§ **TASK OBJECTIVE**
Return every line of the data that contains the string "from".

---- EXTRACTED MATERIAL

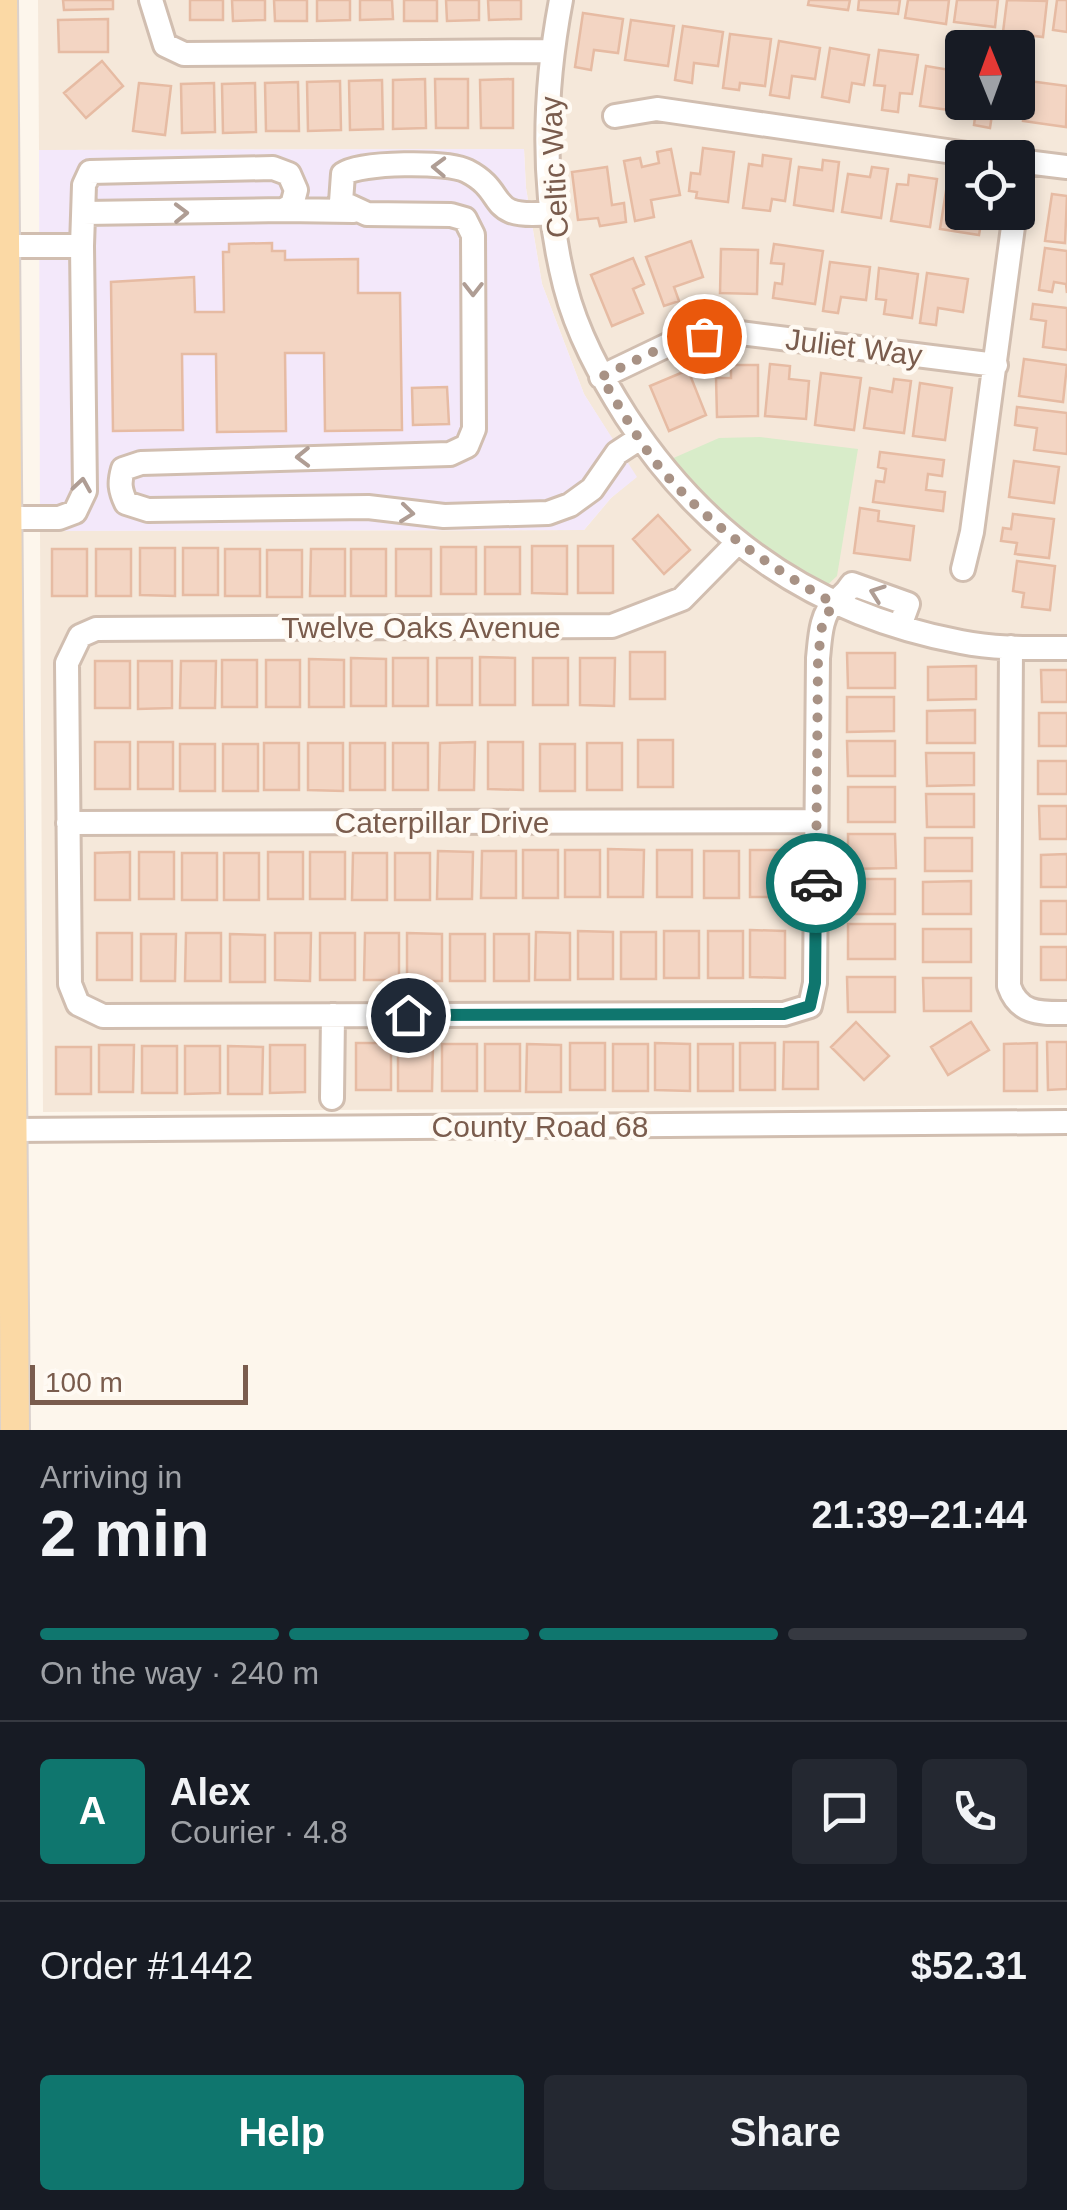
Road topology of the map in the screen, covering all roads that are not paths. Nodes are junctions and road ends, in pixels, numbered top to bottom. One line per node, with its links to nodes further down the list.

--------
---- EXTRACTED MATERIAL

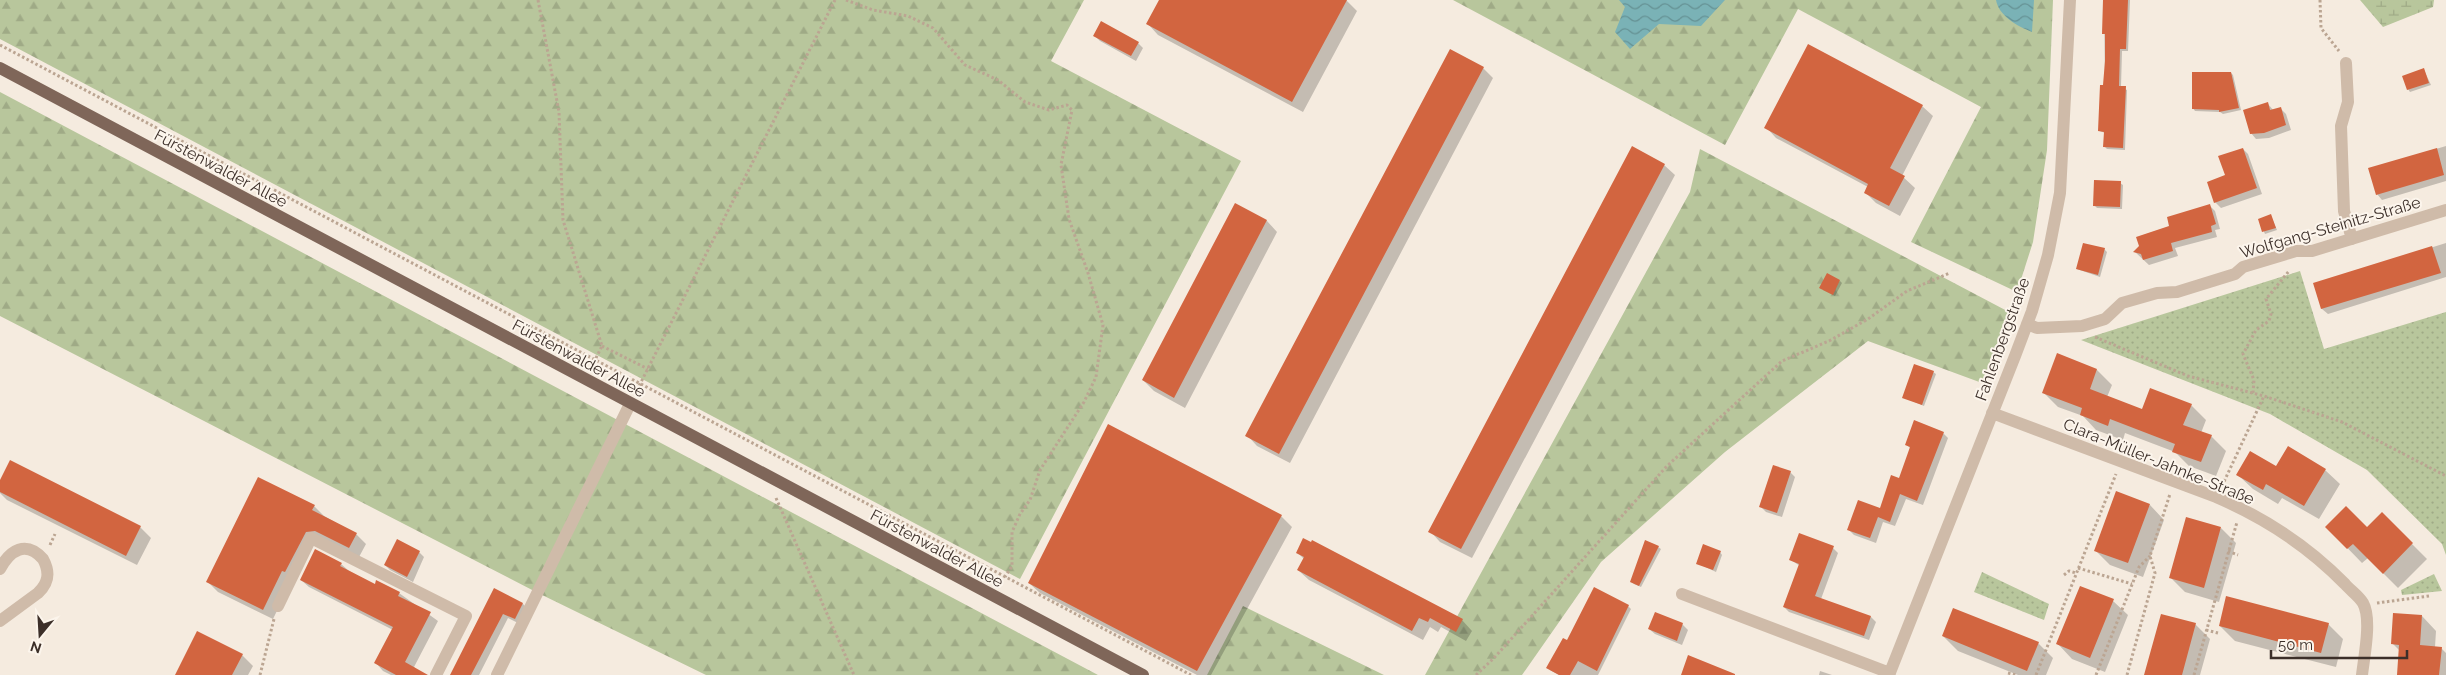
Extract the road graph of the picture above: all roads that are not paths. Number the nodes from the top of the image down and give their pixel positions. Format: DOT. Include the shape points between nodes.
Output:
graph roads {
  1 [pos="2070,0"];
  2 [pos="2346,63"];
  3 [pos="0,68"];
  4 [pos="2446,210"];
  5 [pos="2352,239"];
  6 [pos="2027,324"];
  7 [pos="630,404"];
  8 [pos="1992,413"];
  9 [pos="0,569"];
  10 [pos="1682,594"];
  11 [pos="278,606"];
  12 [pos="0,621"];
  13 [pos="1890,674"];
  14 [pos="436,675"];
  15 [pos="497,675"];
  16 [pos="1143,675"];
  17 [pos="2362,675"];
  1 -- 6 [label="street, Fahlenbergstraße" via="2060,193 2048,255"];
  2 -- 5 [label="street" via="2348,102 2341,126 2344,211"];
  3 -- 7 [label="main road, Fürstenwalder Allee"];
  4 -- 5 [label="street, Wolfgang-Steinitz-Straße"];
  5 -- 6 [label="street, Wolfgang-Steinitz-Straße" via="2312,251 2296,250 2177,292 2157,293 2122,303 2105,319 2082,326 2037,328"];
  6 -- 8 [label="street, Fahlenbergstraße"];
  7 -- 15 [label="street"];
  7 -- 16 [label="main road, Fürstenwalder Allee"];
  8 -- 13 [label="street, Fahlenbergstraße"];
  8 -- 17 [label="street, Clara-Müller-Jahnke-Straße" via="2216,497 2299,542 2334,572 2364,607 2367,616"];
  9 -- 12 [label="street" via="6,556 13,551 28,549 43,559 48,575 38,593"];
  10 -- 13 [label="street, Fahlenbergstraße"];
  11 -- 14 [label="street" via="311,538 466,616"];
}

--------
---- EXTRACTED MATERIAL

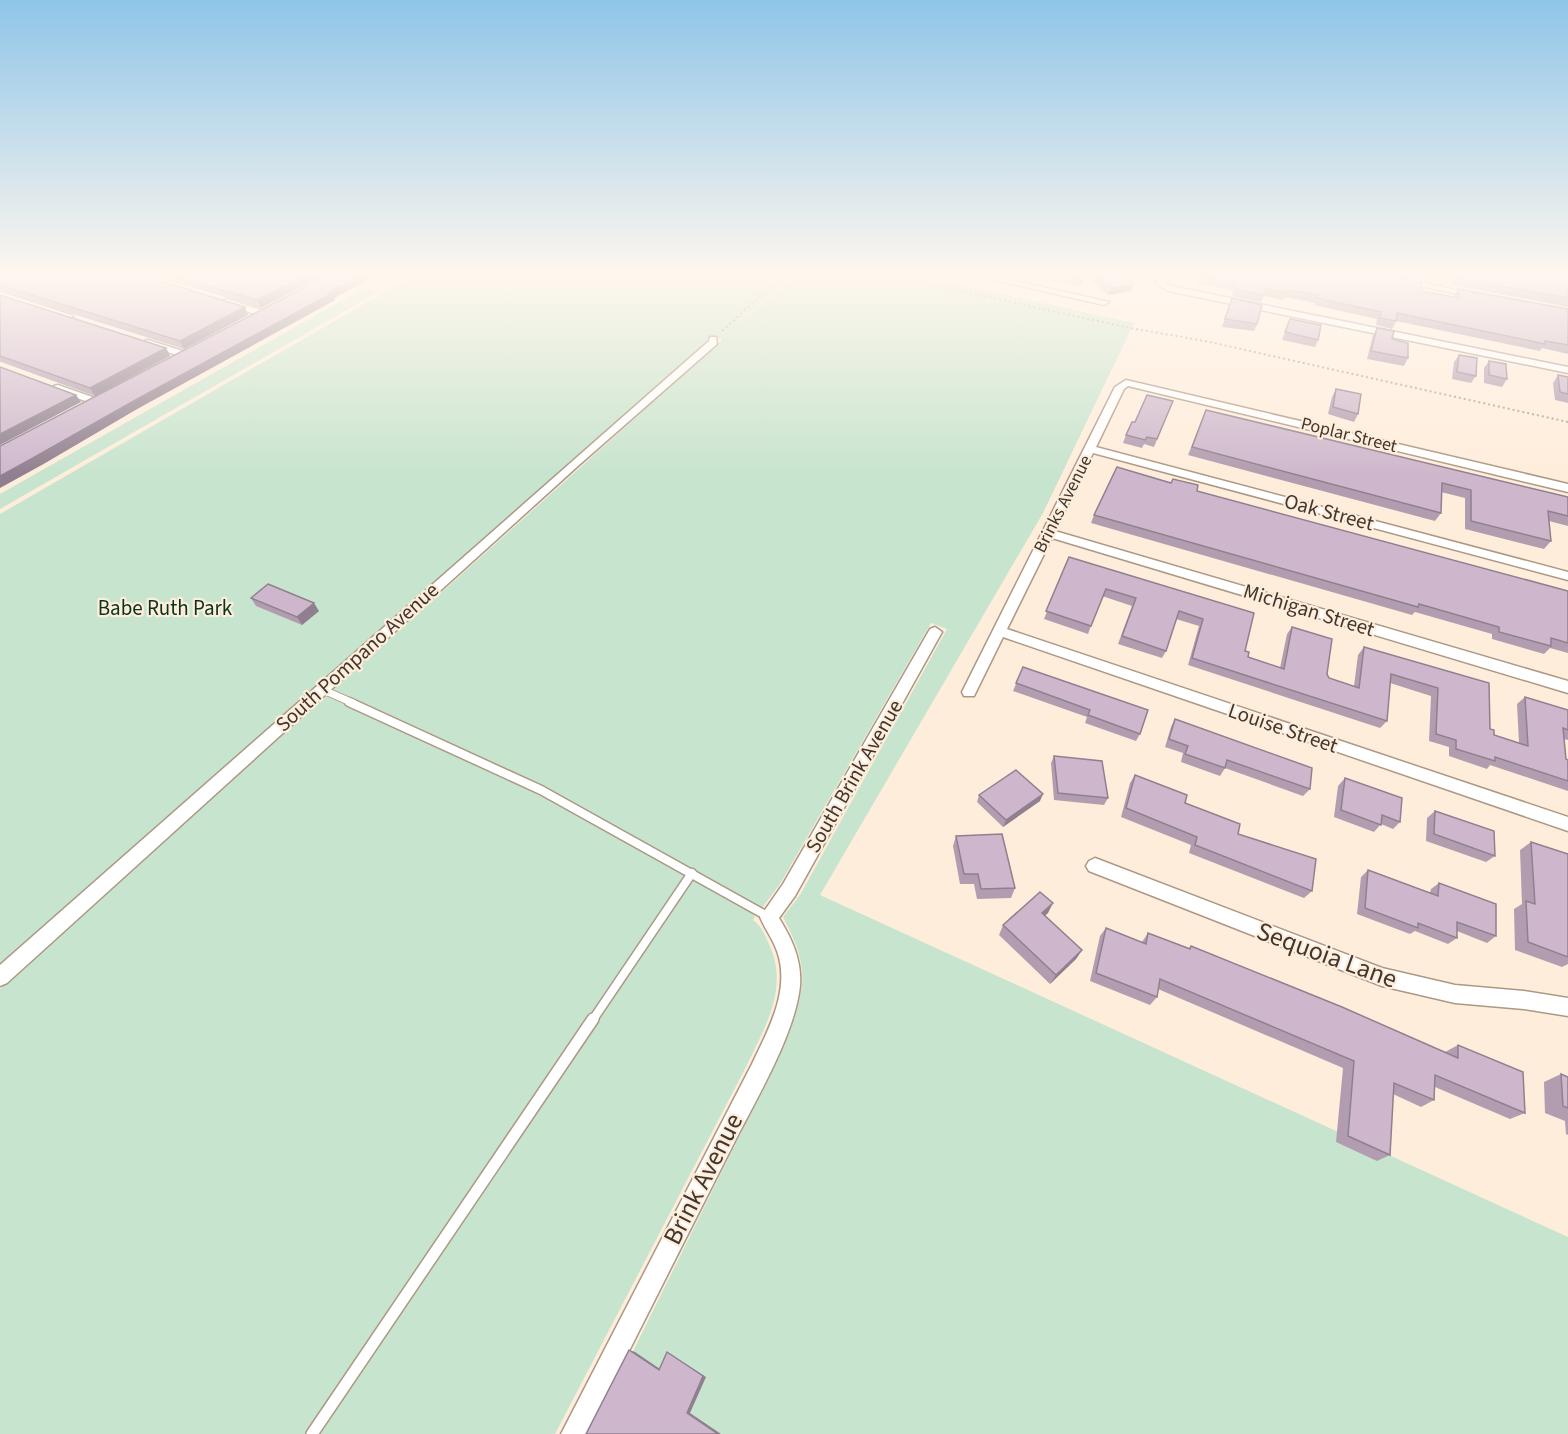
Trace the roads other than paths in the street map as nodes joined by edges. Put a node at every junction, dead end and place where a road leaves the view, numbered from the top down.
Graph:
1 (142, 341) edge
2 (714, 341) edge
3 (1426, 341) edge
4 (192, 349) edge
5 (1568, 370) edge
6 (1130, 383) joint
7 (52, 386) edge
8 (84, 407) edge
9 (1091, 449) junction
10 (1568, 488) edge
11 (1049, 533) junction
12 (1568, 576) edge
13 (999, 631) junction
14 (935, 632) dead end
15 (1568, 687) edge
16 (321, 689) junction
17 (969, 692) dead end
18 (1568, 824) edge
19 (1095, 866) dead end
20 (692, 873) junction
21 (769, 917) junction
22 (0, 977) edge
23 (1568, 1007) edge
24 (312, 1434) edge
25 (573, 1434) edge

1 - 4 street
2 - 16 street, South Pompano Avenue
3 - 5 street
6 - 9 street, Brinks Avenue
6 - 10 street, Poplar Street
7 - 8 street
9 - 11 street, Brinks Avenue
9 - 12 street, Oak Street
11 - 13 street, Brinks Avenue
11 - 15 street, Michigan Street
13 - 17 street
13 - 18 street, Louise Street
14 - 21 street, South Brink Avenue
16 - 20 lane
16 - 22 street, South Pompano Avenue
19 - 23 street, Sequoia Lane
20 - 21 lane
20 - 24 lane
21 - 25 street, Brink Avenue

--------

§ **COMPLETED EXERCISE**
Extract the road graph of the picture above: all roads that are not paths. Number the nodes from the top of the image down and give their pixel positions. Format: DOT. Include the shape points between nodes.
Trace the roads other than paths in the street map as nodes joined by edges. Put a node at every junction, dead end and place where a road leaves the view, numbered from the top down.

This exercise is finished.